Data for review below:

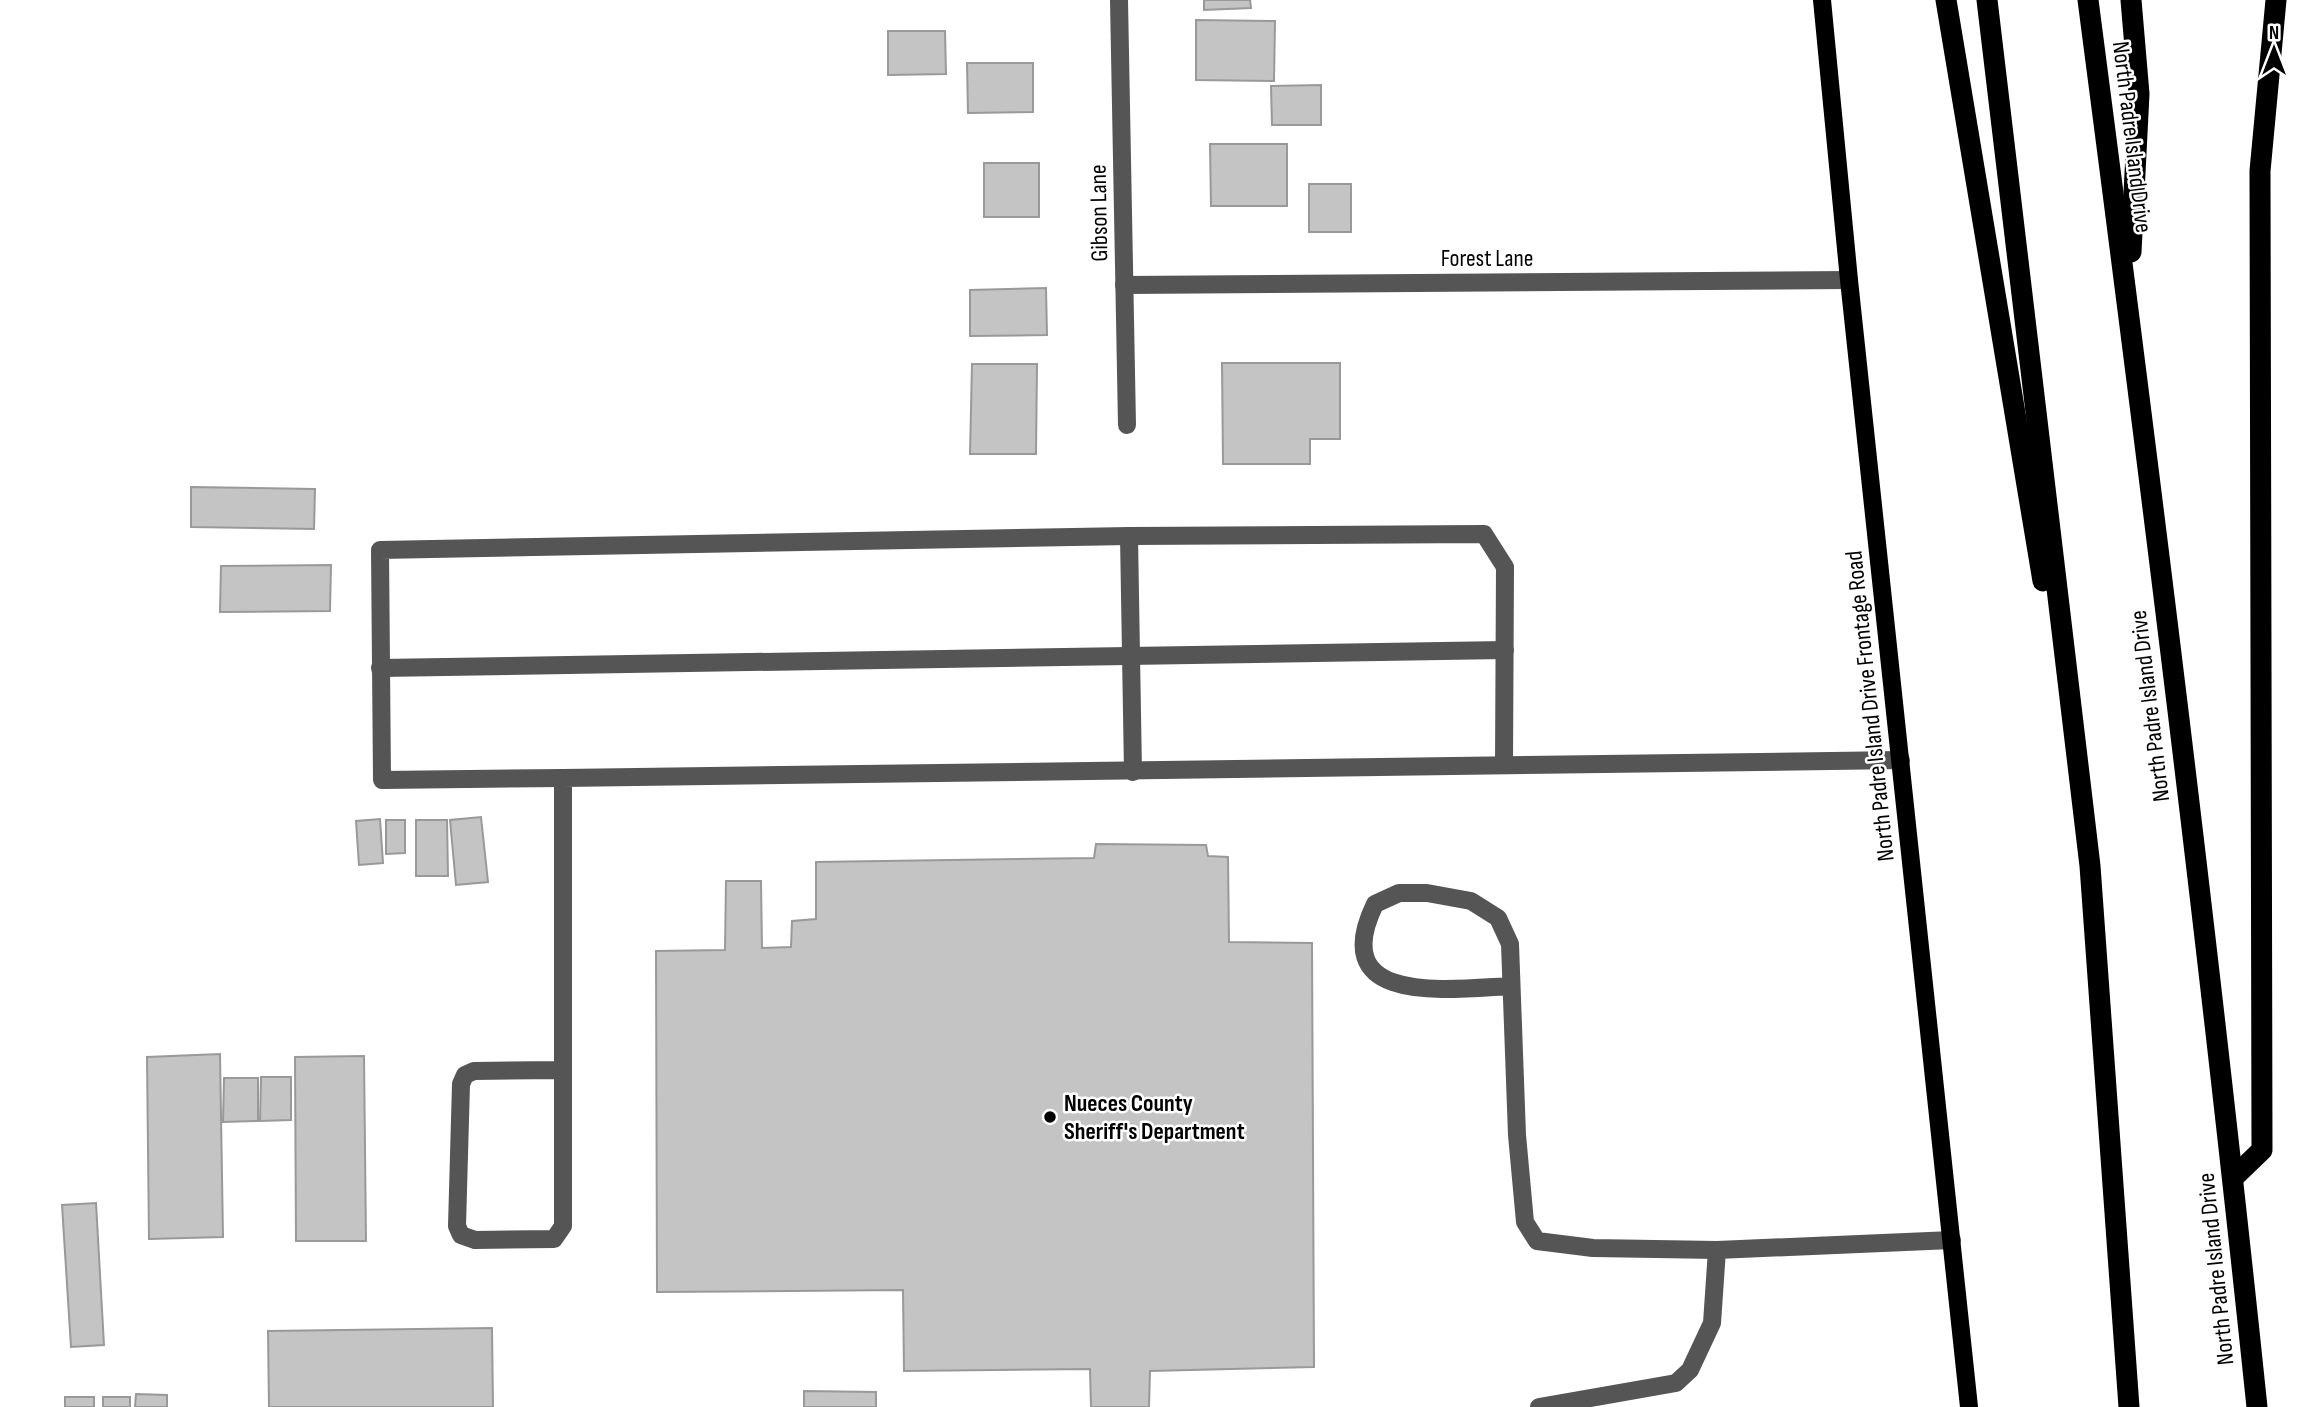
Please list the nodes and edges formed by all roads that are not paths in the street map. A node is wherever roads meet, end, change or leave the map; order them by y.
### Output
1 (1119, 0) edge
2 (1822, 0) edge
3 (1946, 0) edge
4 (1987, 0) edge
5 (2088, 0) edge
6 (2132, 0) edge
7 (2276, 0) edge
8 (1849, 280) junction
9 (1125, 285) junction
10 (2128, 306) junction
11 (1127, 425) dead end
12 (1129, 536) junction
13 (1505, 650) junction
14 (1132, 656) junction
15 (380, 668) junction
16 (1901, 760) junction
17 (1504, 765) junction
18 (1133, 772) junction
19 (564, 778) junction
20 (2090, 866) junction
21 (1511, 986) junction
22 (562, 1070) junction
23 (2233, 1178) junction
24 (1952, 1240) junction
25 (1717, 1250) junction
26 (2128, 1402) edge
27 (1539, 1407) edge
28 (1969, 1407) edge
29 (2257, 1407) edge

1 - 9 street, Gibson Lane
2 - 8 main road, North Padre Island Drive Frontage Road
3 - 20 highway
4 - 20 highway
5 - 10 highway, North Padre Island Drive
6 - 10 highway
7 - 23 highway
8 - 9 street, Forest Lane
8 - 16 main road, North Padre Island Drive Frontage Road
9 - 11 street, Gibson Lane
10 - 23 highway, North Padre Island Drive
12 - 13 street
12 - 14 street
12 - 15 street
13 - 14 street
13 - 17 street
14 - 15 street
14 - 18 street
15 - 19 street
16 - 17 street
16 - 24 main road, North Padre Island Drive Frontage Road
17 - 18 street
18 - 19 street
19 - 22 street
20 - 26 highway
21 - 21 street
21 - 25 street
22 - 22 street
23 - 29 highway, North Padre Island Drive
24 - 25 street
24 - 28 main road, North Padre Island Drive Frontage Road
25 - 27 street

End of Data for review.

• **Directions**:
Determine how many lines in the entries above hold the string "Frontage", then report that number and nothing further.

• **Exercise response**:
4